_Try it_: Retype, word for word, only the lines from the one containing "index tip: (358, 123)" through the last line of the listing below. Pictures do not belong in the result.

_Material to process_:
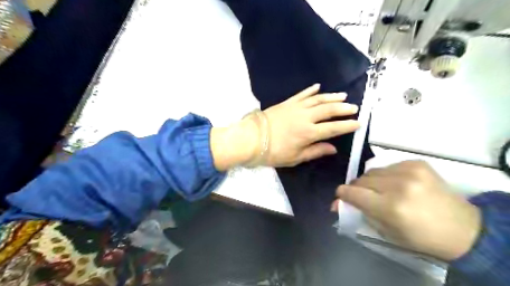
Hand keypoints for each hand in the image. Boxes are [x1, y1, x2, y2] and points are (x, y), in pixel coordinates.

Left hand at [212, 84, 357, 170]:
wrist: (251, 138)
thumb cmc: (273, 152)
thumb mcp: (295, 158)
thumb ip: (315, 151)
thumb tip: (333, 148)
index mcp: (308, 133)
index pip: (333, 128)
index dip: (347, 126)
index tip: (358, 123)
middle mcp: (305, 117)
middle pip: (328, 110)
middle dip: (343, 108)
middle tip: (354, 107)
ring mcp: (296, 107)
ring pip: (318, 99)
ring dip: (332, 97)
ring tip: (343, 95)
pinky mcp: (287, 102)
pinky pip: (302, 94)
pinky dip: (311, 90)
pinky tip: (318, 87)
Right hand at [335, 161, 483, 260]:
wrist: (464, 229)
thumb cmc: (421, 237)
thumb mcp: (387, 232)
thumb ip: (361, 213)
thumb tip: (337, 203)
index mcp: (390, 207)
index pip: (352, 192)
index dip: (343, 194)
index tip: (342, 197)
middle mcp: (398, 185)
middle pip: (361, 179)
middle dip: (358, 188)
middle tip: (365, 197)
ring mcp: (409, 171)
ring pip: (372, 171)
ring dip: (372, 181)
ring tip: (383, 190)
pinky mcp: (417, 163)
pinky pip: (388, 165)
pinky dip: (387, 175)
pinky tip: (398, 183)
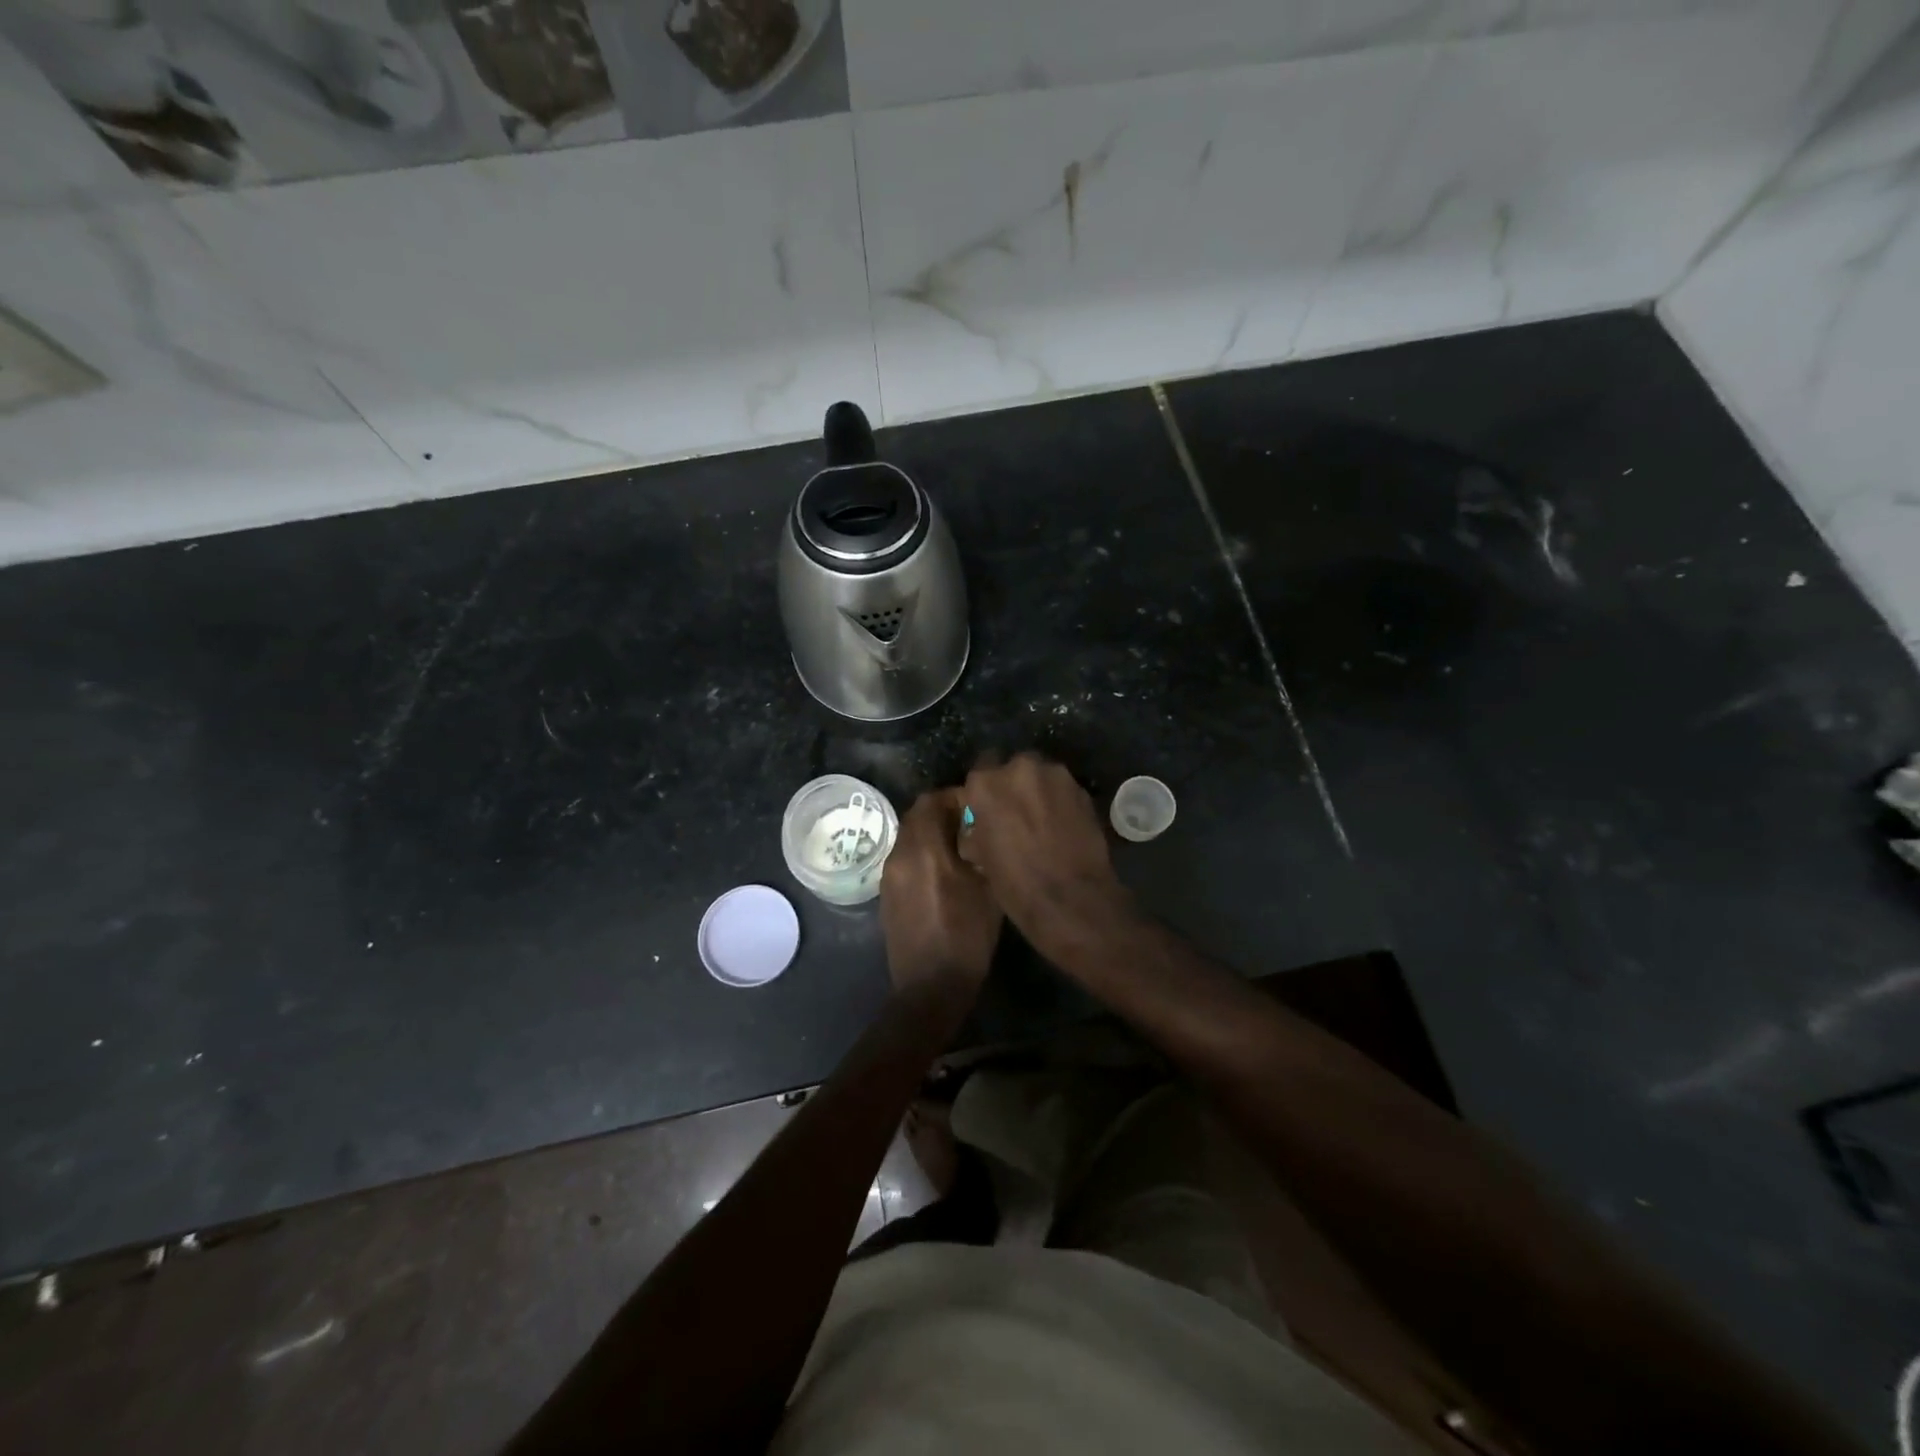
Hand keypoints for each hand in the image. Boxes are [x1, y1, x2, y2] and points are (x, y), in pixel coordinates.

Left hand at [879, 788, 1002, 1008]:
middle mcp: (900, 854)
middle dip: (942, 814)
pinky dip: (921, 855)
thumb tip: (982, 827)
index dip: (955, 797)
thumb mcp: (988, 888)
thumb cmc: (967, 935)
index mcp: (924, 848)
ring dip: (931, 834)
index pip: (931, 800)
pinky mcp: (886, 894)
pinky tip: (944, 873)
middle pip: (916, 816)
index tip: (979, 807)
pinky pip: (904, 859)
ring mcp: (889, 875)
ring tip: (960, 849)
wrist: (930, 986)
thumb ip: (982, 849)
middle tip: (971, 826)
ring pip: (909, 837)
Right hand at [958, 753, 1131, 958]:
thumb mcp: (979, 856)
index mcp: (985, 783)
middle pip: (1014, 767)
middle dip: (1014, 784)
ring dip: (1040, 791)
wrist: (1071, 899)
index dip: (984, 788)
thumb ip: (976, 827)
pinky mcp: (1083, 790)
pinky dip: (1061, 802)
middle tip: (1016, 812)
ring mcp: (1056, 776)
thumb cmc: (1014, 884)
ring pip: (1042, 776)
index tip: (987, 804)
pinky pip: (1064, 789)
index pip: (980, 769)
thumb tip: (979, 824)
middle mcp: (1019, 768)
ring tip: (1042, 820)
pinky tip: (1062, 826)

_Result below_:
index tip: (358, 123)
middle mcp: (305, 117)
middle pip: (328, 110)
middle dip: (343, 108)
middle tip: (354, 107)
ring mcp: (296, 107)
ring pip: (318, 99)
ring dip: (332, 97)
ring tip: (343, 95)
pinky mcp: (287, 102)
pinky pip: (302, 94)
pinky dip: (311, 90)
pinky tip: (318, 87)
Right hand at [335, 161, 483, 260]:
wrist: (464, 229)
thumb cmc: (421, 237)
thumb mcp: (387, 232)
thumb ip: (361, 213)
thumb tip: (337, 203)
index mcp: (390, 207)
index pip: (352, 192)
index dip: (343, 194)
index tip: (342, 197)
middle mcp: (398, 185)
middle pip: (361, 179)
middle dip: (358, 188)
middle tip: (365, 197)
ring mcp: (409, 171)
ring pip: (372, 171)
ring dip: (372, 181)
ring tip: (383, 190)
pinky mcp: (417, 163)
pinky pip: (388, 165)
pinky dip: (387, 175)
pinky tip: (398, 183)
Hand keypoints for each hand in the image. Boxes are [x1, y1, x2, y2] and points are (x, y), in pixel coordinates.

Left hand at [879, 788, 1002, 1008]:
middle mcp: (900, 854)
middle dip: (942, 814)
pinky dip: (921, 855)
thumb tip: (982, 827)
index dip: (955, 797)
thumb mcp: (988, 888)
thumb cmc: (967, 935)
index mcp: (924, 848)
ring dip: (931, 834)
index pip: (931, 800)
pinky mcp: (886, 894)
pinky tip: (944, 873)
middle pip: (916, 816)
index tip: (979, 807)
pinky pip: (904, 859)
ring mcp: (889, 875)
ring tip: (960, 849)
wrist: (930, 986)
thumb ip: (982, 849)
middle tip: (971, 826)
ring pip: (909, 837)
Right hand at [958, 753, 1131, 958]:
thumb mcp: (979, 856)
index mcp: (985, 783)
middle pip: (1014, 767)
middle dip: (1014, 784)
ring dip: (1040, 791)
wrist: (1071, 899)
index dip: (984, 788)
thumb ip: (976, 827)
pinky mcp: (1083, 790)
pinky dip: (1061, 802)
middle tip: (1016, 812)
ring mcp: (1056, 776)
thumb cmc: (1014, 884)
ring pip: (1042, 776)
index tip: (987, 804)
pinky pip: (1064, 789)
index pip: (980, 769)
thumb tip: (979, 824)
middle mcp: (1019, 768)
ring tip: (1042, 820)
pinky tip: (1062, 826)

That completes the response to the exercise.